* [Exercise prompt]: Below are records; reply with nothing but the number of lines in them that contain "Patterson".

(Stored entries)
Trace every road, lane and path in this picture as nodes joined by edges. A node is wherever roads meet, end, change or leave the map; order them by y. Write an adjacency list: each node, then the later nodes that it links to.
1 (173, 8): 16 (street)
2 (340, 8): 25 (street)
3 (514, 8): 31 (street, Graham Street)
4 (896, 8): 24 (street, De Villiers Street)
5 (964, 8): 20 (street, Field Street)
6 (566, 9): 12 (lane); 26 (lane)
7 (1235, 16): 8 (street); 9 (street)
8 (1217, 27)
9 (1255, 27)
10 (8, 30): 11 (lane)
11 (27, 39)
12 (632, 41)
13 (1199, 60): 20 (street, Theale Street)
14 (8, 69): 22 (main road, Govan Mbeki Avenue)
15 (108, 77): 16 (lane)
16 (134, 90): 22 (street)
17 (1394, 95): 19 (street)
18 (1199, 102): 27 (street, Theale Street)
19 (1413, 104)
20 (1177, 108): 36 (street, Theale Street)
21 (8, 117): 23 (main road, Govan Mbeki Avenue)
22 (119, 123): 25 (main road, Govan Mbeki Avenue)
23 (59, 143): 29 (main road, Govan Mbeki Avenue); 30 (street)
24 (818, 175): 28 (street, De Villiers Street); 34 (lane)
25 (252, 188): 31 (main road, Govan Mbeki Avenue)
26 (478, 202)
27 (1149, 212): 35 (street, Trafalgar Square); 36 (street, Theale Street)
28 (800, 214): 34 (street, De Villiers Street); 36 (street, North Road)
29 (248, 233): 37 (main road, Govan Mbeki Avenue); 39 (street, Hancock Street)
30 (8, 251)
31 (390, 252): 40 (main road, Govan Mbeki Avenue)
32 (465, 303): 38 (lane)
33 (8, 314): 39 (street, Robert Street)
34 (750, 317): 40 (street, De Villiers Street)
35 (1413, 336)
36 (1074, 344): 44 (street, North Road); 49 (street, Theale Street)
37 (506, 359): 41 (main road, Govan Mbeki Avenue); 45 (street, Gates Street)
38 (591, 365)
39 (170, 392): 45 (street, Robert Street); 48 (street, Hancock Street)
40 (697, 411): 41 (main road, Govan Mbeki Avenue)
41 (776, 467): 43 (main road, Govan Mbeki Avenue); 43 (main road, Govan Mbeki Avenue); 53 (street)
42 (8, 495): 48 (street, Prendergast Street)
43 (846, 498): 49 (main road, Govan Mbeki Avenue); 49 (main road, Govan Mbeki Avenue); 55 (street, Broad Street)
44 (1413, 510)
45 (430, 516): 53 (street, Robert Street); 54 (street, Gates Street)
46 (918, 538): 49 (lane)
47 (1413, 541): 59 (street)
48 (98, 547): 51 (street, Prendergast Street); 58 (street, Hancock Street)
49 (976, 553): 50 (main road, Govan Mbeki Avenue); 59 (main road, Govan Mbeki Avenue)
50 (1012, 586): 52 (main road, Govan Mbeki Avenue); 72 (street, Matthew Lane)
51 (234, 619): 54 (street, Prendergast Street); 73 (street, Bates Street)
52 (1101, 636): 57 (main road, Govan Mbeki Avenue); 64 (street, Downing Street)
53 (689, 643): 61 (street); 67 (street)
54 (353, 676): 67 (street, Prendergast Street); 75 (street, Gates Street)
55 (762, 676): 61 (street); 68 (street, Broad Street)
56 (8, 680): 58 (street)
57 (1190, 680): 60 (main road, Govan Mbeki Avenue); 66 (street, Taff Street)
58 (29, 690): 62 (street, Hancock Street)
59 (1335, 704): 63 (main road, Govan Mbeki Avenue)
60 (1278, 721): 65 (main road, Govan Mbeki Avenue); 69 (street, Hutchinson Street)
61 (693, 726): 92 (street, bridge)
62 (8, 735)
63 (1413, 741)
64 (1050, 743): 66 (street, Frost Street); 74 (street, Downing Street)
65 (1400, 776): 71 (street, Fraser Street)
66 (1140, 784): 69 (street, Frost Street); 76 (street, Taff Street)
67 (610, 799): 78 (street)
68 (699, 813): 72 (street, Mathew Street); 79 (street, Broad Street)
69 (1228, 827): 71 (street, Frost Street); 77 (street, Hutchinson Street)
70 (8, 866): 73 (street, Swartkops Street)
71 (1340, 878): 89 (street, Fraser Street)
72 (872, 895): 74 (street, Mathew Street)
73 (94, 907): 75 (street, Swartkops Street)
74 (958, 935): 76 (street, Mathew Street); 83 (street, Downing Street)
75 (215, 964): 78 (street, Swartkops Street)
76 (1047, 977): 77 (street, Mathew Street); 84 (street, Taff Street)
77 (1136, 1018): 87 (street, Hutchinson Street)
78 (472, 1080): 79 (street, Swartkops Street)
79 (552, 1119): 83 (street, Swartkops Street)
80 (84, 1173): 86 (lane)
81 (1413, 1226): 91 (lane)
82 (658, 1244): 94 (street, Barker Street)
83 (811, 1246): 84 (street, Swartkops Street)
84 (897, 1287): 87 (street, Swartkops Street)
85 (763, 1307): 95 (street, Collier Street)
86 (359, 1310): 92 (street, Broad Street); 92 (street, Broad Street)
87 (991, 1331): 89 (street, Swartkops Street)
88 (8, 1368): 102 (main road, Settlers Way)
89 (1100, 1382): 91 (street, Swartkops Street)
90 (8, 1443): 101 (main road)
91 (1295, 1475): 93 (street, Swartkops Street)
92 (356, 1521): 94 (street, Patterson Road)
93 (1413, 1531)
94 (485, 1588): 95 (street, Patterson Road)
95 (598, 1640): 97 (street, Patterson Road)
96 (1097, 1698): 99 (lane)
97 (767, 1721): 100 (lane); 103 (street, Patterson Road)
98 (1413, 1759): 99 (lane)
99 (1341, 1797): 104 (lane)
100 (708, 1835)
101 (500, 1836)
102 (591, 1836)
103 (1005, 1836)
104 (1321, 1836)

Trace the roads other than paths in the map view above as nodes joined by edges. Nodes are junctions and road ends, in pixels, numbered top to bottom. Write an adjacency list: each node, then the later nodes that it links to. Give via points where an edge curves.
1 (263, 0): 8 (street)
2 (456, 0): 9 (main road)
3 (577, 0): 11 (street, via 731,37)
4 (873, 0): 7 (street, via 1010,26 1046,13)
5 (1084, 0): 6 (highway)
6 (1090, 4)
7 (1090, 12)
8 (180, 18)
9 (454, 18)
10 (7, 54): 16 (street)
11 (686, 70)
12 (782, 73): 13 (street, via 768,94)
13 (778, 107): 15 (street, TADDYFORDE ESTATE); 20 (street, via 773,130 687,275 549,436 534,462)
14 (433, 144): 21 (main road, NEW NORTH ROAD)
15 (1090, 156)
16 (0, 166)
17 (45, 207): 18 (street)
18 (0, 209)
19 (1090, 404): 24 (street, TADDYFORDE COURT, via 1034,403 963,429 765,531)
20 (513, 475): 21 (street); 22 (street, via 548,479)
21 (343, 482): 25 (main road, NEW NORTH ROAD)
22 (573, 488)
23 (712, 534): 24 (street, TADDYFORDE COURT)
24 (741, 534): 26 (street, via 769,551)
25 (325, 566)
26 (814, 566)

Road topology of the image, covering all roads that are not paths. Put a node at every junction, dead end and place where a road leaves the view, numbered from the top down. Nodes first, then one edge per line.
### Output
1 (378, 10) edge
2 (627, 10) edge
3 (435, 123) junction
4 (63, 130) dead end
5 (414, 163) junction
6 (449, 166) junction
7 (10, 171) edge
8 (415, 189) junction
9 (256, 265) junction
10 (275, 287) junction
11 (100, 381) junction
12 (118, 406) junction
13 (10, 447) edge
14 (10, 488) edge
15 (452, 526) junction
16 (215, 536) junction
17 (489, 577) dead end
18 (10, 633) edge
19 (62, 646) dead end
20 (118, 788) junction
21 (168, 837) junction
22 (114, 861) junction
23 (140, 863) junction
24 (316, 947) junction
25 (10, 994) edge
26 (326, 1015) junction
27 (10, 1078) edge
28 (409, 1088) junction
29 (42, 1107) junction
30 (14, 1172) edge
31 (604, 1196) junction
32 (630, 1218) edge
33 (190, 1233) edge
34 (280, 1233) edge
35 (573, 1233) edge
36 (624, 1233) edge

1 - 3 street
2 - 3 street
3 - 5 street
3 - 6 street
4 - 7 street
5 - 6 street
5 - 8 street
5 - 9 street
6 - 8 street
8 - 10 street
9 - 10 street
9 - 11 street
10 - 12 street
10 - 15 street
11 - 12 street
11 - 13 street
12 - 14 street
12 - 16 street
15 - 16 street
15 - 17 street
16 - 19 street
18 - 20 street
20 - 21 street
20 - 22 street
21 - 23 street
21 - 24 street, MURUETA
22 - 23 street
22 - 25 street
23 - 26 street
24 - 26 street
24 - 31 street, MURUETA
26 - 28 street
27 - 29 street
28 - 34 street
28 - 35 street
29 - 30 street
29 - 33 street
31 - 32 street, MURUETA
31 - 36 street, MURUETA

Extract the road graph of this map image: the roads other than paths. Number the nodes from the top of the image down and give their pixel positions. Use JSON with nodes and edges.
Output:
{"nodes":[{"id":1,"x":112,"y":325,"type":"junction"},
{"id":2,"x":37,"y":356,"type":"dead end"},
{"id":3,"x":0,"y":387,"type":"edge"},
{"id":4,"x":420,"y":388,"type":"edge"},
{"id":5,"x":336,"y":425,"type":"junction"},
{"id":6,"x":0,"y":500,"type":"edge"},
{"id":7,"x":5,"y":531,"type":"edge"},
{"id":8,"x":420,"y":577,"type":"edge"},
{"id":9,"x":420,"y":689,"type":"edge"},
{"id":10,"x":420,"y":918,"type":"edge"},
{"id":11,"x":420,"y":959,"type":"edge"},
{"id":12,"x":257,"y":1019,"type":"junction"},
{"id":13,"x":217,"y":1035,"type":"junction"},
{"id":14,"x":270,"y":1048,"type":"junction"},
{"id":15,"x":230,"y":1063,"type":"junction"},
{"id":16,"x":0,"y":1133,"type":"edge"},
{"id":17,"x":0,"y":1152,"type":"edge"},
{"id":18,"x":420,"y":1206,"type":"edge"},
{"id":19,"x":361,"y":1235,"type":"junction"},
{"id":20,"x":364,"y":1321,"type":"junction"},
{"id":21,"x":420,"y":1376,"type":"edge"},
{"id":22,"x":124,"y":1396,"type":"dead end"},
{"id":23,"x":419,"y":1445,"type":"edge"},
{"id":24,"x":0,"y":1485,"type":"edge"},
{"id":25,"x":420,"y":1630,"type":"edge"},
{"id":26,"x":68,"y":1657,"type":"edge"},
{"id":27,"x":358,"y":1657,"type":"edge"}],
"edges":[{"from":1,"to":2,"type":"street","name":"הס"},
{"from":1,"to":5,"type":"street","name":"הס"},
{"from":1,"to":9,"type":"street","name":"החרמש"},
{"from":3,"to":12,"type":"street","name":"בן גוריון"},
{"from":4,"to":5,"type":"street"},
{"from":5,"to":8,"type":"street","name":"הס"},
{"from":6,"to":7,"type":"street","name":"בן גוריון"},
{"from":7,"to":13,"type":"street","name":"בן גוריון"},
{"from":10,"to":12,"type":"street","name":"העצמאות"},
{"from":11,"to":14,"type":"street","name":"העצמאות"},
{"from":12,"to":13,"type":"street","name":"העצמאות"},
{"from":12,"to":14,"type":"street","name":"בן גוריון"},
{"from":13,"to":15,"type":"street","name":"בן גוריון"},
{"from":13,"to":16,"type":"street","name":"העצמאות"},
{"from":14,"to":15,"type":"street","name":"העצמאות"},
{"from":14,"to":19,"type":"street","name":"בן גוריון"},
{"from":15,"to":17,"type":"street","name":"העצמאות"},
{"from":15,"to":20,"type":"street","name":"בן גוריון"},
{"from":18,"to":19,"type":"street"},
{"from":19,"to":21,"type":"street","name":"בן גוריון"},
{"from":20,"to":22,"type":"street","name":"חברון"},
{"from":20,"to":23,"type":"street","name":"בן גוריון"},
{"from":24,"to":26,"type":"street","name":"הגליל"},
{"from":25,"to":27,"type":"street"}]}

* [Exercise answer]: 4